Start of Block
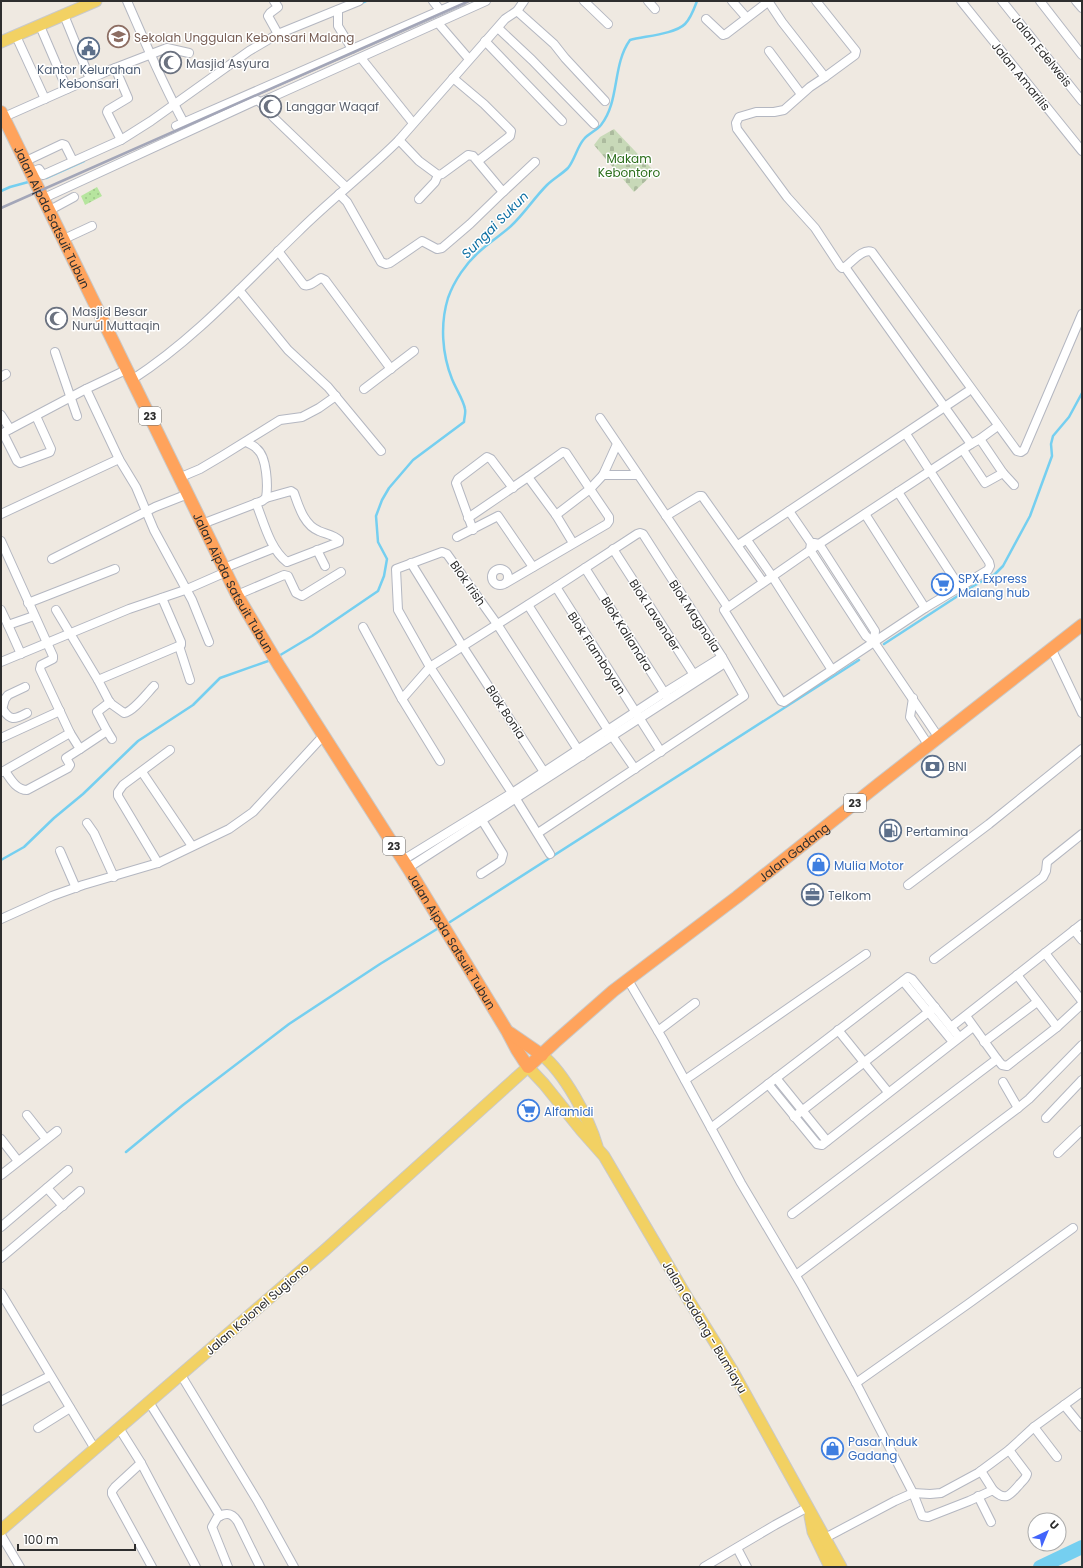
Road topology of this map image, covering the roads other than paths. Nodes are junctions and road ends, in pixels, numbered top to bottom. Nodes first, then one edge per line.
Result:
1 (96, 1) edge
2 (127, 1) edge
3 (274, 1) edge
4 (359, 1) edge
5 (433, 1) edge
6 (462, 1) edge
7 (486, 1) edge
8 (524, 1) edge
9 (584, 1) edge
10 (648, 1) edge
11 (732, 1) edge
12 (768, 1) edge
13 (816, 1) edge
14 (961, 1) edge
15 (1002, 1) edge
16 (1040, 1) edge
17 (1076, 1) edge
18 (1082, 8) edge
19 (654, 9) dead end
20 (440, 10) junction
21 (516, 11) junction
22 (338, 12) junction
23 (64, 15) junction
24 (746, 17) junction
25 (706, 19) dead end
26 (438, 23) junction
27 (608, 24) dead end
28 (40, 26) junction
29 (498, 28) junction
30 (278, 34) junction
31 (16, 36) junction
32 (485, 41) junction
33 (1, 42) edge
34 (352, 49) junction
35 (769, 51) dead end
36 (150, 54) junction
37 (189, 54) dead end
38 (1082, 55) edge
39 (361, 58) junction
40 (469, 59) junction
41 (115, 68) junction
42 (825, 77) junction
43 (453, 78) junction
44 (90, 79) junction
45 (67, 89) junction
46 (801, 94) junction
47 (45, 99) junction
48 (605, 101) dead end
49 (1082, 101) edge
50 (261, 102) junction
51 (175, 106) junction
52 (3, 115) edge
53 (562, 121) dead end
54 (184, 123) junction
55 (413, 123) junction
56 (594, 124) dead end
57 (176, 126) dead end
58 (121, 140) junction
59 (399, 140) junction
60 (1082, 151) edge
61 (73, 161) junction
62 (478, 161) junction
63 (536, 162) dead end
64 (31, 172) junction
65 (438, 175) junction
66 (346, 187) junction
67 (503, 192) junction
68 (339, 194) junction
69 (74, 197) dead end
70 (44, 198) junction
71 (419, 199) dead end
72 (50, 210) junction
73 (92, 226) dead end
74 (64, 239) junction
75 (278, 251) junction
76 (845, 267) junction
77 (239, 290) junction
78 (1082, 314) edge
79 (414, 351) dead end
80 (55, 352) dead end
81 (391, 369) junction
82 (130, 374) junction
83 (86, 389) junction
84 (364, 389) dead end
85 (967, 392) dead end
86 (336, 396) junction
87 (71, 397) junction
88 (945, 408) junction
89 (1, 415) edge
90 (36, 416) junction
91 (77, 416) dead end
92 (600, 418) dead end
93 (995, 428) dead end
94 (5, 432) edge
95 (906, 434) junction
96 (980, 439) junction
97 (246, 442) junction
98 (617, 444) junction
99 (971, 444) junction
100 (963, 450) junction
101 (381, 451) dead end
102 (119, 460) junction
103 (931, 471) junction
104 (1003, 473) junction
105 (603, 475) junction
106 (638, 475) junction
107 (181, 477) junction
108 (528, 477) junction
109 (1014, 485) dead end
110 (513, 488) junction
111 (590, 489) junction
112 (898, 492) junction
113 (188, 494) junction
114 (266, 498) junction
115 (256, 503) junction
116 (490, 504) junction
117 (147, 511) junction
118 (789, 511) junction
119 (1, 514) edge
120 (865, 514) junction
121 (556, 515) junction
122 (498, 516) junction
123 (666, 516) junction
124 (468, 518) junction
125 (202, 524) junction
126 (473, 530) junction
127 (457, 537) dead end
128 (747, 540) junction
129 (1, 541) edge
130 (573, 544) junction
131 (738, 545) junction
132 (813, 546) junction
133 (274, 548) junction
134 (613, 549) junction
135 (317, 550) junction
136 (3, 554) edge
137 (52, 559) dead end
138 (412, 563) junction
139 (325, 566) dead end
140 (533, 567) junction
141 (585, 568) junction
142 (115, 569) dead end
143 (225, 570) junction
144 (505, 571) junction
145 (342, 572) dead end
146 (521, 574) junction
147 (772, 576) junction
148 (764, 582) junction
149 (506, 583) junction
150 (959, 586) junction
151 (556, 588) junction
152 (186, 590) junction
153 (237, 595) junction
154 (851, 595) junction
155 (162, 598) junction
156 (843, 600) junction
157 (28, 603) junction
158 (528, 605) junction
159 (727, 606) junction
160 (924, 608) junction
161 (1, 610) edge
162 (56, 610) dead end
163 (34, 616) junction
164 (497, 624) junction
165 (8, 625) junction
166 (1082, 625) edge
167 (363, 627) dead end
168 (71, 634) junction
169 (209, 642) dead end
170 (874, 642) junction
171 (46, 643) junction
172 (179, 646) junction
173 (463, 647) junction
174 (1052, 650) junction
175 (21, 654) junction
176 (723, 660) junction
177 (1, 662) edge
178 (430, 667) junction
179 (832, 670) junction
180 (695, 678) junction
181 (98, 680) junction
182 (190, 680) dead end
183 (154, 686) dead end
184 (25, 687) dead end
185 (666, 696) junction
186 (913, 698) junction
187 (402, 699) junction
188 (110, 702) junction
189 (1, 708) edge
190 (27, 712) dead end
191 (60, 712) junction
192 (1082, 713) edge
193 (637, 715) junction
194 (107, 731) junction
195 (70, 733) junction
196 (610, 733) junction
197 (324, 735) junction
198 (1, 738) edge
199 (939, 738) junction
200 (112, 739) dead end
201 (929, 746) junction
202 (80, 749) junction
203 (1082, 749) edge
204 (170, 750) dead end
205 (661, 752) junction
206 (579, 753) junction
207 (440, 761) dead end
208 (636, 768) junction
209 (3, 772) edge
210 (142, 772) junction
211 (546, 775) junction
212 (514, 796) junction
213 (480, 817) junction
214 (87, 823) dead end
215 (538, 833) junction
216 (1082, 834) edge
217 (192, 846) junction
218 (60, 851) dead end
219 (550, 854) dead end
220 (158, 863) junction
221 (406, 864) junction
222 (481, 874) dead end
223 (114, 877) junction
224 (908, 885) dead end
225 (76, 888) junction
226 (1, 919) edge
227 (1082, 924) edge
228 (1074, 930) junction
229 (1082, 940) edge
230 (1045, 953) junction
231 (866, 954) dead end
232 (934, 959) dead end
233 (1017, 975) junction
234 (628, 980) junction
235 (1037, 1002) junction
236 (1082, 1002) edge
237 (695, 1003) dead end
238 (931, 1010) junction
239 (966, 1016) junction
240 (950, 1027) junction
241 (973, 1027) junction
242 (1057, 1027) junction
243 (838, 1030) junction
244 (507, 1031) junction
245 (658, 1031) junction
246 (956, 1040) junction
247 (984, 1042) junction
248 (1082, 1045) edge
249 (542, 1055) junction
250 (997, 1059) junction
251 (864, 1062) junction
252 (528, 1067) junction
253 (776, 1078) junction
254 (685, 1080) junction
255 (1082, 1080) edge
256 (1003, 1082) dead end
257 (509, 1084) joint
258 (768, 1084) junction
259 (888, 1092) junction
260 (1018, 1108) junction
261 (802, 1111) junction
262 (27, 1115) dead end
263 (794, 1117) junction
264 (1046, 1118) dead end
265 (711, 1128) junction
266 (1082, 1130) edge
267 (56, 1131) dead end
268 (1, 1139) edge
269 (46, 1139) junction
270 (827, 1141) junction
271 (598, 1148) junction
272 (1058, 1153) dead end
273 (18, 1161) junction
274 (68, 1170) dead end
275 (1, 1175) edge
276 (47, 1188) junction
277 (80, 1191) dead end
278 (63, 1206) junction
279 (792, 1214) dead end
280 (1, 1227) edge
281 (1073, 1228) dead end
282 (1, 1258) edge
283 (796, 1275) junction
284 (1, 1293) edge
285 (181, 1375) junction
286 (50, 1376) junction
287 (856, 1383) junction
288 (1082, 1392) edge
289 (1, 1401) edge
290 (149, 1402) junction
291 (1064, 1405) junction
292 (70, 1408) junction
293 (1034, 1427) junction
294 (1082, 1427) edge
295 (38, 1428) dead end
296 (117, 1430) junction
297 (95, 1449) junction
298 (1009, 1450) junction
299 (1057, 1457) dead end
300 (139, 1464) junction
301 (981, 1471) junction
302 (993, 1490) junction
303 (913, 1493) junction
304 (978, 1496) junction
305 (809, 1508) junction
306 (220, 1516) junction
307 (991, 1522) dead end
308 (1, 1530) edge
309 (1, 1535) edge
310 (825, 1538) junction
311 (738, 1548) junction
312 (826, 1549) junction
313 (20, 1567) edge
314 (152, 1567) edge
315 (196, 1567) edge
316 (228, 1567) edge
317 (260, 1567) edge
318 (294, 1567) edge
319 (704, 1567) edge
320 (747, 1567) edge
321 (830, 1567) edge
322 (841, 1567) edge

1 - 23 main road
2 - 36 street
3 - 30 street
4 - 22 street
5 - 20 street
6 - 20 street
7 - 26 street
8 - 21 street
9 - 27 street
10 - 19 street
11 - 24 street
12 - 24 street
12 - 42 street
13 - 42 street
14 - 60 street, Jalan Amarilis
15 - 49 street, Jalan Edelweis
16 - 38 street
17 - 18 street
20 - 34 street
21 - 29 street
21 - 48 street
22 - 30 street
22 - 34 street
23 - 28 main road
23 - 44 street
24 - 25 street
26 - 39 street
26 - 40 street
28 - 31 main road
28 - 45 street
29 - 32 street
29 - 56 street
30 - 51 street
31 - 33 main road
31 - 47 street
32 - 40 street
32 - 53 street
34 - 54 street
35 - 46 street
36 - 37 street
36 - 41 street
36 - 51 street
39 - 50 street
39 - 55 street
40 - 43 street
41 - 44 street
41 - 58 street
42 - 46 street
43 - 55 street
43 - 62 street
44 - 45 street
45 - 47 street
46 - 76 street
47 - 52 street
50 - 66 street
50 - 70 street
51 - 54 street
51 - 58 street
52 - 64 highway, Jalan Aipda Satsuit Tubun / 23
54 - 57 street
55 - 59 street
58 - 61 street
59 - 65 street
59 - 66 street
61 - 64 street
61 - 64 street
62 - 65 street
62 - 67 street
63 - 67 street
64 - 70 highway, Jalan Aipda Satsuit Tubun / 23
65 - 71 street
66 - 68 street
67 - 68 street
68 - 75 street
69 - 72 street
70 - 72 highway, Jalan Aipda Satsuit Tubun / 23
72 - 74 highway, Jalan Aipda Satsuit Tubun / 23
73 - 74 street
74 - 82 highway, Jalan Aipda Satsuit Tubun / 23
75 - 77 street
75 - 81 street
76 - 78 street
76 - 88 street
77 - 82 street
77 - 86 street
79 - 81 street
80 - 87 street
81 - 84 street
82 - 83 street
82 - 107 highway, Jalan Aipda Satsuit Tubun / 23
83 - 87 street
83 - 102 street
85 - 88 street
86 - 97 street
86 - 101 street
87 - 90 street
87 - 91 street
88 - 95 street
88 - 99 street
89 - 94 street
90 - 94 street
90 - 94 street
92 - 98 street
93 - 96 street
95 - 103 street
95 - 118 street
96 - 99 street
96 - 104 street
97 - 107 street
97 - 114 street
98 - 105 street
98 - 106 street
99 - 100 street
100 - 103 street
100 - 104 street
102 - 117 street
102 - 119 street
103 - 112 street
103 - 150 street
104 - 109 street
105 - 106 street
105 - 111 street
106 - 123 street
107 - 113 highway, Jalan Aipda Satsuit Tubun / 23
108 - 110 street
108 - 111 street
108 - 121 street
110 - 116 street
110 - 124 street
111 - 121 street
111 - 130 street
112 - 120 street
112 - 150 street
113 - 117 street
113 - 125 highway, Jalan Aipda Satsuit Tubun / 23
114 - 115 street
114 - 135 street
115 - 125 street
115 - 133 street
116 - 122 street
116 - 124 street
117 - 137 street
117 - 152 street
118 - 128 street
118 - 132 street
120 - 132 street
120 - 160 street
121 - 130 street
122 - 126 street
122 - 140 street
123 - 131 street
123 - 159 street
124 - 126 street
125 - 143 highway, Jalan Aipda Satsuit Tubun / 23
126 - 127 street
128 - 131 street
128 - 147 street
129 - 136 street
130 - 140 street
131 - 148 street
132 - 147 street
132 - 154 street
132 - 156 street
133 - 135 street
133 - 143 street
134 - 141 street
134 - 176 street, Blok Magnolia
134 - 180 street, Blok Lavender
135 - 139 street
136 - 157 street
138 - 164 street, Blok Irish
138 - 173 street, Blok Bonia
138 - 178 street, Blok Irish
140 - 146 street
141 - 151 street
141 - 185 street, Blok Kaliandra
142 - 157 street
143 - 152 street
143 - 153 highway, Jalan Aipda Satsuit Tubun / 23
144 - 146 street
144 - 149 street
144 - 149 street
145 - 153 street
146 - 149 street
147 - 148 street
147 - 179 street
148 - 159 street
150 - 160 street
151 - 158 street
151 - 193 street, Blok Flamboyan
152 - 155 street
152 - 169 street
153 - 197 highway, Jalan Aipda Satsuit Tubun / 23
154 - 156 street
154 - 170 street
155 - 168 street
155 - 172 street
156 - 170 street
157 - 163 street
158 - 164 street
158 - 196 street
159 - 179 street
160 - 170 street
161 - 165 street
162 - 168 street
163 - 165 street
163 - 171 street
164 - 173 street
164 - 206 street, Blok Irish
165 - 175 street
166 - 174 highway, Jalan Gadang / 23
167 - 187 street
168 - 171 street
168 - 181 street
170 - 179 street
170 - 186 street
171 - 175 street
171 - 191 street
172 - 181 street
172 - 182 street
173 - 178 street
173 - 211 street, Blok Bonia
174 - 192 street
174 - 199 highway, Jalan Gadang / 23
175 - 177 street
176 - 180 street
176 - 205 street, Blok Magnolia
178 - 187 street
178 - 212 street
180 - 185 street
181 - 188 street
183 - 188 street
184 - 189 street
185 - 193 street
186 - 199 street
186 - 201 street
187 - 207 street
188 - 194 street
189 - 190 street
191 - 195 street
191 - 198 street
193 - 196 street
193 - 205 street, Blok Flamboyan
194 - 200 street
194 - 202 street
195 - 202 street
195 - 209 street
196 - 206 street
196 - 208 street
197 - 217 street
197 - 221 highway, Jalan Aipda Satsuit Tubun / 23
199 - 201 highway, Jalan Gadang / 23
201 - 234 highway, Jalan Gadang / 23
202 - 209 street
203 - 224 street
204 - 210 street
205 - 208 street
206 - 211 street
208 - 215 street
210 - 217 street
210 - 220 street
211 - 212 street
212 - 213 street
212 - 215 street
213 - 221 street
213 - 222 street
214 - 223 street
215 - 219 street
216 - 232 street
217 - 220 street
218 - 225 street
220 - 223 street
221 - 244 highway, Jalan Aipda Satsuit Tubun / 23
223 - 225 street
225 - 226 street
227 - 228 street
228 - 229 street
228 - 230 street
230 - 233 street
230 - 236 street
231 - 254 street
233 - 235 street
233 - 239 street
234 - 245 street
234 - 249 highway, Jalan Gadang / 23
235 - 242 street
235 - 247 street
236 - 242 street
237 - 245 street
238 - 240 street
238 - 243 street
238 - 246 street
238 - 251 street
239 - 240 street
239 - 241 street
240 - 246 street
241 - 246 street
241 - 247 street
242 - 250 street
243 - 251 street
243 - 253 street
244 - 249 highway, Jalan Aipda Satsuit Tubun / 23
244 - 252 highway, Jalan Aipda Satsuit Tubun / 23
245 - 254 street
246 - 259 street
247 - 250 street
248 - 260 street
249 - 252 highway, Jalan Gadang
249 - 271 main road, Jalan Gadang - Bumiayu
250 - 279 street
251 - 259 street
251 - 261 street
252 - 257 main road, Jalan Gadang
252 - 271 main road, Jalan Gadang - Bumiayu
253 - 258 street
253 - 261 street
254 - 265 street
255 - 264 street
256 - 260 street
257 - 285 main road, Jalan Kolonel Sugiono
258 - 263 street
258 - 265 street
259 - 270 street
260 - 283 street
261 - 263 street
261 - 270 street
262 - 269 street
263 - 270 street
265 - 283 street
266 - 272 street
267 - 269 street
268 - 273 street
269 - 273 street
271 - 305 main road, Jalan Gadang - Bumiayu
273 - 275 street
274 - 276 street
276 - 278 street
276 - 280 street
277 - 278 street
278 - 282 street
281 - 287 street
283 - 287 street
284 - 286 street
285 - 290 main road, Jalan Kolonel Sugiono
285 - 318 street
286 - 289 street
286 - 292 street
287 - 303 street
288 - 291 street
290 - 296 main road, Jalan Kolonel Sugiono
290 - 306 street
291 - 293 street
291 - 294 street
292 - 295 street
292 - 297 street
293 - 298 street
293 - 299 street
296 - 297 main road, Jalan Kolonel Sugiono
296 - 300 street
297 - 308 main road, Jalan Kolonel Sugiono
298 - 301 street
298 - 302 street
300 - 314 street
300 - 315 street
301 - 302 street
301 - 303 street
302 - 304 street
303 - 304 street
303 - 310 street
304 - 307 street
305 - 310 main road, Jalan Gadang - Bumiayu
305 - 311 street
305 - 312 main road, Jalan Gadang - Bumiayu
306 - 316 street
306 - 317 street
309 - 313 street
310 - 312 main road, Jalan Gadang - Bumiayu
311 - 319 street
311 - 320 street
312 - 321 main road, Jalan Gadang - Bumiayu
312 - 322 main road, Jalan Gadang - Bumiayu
End of Block
## What this task involves
For each line of the entries that includes "Magnolia", show that line.

## Reply to the exercise
134 - 176 street, Blok Magnolia
176 - 205 street, Blok Magnolia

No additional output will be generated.